* **Exercise description**
When the string "bridge" occurs in a line of the records, show that line.

* **Source information**
BEGIN
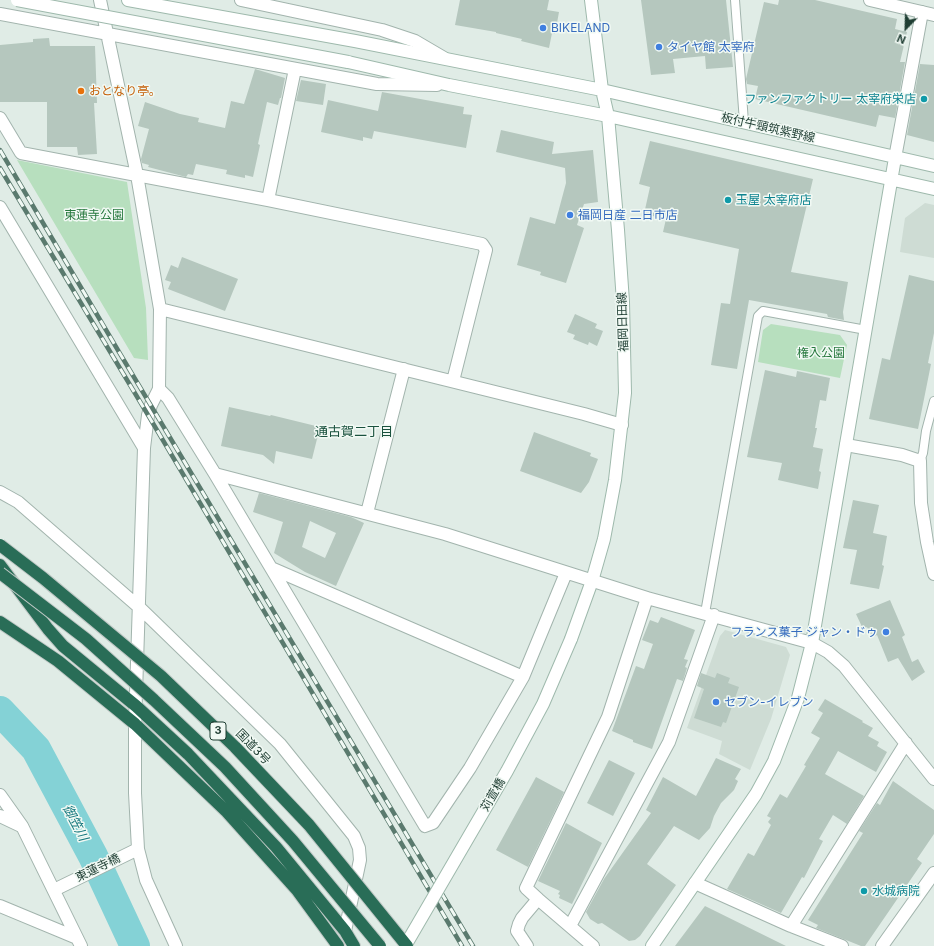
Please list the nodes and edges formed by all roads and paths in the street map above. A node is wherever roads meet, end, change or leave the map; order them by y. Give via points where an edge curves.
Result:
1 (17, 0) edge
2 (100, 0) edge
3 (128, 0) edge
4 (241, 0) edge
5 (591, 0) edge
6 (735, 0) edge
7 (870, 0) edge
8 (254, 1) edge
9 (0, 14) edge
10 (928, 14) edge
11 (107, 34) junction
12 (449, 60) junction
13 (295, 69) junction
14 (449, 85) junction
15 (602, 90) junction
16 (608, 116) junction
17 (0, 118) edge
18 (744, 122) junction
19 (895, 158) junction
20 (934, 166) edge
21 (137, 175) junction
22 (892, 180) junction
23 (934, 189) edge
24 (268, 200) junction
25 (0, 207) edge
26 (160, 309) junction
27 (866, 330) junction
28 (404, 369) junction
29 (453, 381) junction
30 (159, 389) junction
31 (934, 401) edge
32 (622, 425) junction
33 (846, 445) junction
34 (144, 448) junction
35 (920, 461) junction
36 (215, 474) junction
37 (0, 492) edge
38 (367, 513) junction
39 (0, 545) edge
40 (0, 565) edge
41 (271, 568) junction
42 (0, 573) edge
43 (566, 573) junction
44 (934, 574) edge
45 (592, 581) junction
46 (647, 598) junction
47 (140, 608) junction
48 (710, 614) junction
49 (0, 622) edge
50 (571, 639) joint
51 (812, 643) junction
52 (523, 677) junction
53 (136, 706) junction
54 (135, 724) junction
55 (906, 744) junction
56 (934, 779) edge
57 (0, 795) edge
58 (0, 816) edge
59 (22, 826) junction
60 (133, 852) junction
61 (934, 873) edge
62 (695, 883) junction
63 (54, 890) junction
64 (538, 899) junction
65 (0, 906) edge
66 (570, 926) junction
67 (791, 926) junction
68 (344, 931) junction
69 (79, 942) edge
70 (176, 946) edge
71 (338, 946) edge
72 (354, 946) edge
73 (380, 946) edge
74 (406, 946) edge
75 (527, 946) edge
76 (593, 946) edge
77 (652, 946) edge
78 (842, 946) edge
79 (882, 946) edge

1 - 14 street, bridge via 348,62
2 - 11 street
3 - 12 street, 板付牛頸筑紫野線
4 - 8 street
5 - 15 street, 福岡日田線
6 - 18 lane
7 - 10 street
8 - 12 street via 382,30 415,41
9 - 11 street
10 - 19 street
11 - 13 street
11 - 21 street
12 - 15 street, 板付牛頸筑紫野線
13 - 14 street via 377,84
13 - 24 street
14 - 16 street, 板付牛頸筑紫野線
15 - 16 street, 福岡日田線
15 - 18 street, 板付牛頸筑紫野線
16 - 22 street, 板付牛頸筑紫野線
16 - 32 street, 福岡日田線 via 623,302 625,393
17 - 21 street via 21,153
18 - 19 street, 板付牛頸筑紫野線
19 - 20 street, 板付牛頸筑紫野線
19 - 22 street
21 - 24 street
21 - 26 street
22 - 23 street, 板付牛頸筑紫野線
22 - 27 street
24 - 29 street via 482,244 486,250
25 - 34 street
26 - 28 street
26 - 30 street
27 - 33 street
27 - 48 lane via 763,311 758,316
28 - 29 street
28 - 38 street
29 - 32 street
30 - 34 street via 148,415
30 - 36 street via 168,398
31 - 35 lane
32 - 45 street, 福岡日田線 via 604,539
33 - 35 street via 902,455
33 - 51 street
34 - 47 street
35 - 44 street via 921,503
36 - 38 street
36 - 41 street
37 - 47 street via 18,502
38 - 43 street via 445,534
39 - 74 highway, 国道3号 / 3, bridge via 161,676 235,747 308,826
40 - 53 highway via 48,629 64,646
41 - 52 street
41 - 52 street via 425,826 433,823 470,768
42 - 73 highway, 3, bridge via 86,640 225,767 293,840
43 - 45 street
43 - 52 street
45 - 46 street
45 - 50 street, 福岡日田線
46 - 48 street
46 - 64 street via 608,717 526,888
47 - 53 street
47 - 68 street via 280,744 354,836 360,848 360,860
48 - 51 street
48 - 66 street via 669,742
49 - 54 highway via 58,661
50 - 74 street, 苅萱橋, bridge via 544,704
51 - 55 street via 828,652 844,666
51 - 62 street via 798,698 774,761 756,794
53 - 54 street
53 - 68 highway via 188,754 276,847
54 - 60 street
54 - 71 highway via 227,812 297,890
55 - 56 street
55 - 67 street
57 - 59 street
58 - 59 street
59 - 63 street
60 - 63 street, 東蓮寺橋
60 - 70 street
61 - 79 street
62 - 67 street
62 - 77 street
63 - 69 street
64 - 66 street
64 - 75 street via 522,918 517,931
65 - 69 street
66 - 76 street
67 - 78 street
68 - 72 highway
END
* **Written solution**
1 - 14 street, bridge via 348,62
39 - 74 highway, 国道3号 / 3, bridge via 161,676 235,747 308,826
42 - 73 highway, 3, bridge via 86,640 225,767 293,840
50 - 74 street, 苅萱橋, bridge via 544,704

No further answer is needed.